*DATA PROVIDED*
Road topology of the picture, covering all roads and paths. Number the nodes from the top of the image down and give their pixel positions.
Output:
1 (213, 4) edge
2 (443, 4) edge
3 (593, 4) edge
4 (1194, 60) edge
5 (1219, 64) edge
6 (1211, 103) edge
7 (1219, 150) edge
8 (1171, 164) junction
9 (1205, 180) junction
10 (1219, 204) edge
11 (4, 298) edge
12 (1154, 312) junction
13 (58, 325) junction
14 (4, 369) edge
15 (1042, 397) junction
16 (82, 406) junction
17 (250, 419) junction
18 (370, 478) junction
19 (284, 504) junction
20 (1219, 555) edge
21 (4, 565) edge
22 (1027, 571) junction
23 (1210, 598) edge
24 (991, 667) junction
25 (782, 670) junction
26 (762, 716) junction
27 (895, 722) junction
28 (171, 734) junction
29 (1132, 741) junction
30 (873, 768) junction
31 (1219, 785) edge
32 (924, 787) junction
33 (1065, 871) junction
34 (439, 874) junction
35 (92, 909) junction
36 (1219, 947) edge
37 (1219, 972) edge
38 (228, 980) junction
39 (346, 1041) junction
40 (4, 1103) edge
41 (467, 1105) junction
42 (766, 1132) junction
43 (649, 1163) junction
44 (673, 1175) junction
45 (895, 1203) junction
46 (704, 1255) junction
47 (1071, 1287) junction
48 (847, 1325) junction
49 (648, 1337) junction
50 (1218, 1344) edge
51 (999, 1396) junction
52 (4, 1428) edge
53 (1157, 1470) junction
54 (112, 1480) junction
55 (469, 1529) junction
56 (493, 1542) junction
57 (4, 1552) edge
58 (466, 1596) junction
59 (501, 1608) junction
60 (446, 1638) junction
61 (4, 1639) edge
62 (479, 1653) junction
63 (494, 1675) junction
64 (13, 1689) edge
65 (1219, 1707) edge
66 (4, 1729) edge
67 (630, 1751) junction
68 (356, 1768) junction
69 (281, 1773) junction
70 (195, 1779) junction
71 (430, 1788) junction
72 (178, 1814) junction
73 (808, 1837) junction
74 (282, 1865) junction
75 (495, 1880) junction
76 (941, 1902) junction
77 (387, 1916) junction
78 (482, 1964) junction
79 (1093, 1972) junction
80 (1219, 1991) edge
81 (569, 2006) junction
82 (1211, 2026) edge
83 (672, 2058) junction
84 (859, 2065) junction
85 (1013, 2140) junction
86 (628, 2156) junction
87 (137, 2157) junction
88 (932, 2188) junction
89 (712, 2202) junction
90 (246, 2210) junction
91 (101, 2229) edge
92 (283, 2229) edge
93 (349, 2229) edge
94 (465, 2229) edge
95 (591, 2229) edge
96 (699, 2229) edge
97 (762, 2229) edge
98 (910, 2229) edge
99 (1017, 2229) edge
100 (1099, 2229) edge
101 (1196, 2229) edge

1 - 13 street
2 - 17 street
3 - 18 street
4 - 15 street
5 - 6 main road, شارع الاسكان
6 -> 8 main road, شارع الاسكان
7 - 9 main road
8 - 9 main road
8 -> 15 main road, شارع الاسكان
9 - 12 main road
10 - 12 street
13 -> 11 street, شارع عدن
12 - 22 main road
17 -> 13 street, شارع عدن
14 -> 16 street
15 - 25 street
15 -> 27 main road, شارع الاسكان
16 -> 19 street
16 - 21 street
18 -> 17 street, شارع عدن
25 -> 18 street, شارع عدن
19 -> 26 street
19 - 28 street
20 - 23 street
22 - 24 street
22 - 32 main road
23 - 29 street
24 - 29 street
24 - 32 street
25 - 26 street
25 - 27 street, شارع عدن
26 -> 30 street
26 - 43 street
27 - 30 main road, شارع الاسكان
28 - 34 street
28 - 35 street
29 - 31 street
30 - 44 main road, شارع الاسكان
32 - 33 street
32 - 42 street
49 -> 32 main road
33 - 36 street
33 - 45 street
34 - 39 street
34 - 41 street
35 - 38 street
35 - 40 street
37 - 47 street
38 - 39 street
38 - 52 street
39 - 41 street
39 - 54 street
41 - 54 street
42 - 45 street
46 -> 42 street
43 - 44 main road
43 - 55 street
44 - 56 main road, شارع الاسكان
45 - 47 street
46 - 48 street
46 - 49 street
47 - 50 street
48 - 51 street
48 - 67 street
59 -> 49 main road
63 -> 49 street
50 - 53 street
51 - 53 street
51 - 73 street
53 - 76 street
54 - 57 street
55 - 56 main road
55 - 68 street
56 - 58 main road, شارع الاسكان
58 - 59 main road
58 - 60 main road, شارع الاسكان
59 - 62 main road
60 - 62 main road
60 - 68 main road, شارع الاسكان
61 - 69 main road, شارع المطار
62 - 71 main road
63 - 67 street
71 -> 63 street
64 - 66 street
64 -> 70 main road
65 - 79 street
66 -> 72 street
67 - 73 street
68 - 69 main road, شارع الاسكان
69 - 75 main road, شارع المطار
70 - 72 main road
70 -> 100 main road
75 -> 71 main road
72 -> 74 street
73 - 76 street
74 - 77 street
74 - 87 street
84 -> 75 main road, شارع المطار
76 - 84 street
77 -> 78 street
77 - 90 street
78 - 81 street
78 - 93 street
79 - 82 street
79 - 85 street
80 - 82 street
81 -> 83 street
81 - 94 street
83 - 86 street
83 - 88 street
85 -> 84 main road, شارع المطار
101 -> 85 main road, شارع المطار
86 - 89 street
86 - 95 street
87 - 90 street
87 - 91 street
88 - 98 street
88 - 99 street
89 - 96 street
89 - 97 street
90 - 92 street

*PROBLEM STATEMENT*
Copy all lines from the entries that contain the word "الاسكان".

*ANSWER TO THIS TASK*
5 - 6 main road, شارع الاسكان
6 -> 8 main road, شارع الاسكان
8 -> 15 main road, شارع الاسكان
15 -> 27 main road, شارع الاسكان
27 - 30 main road, شارع الاسكان
30 - 44 main road, شارع الاسكان
44 - 56 main road, شارع الاسكان
56 - 58 main road, شارع الاسكان
58 - 60 main road, شارع الاسكان
60 - 68 main road, شارع الاسكان
68 - 69 main road, شارع الاسكان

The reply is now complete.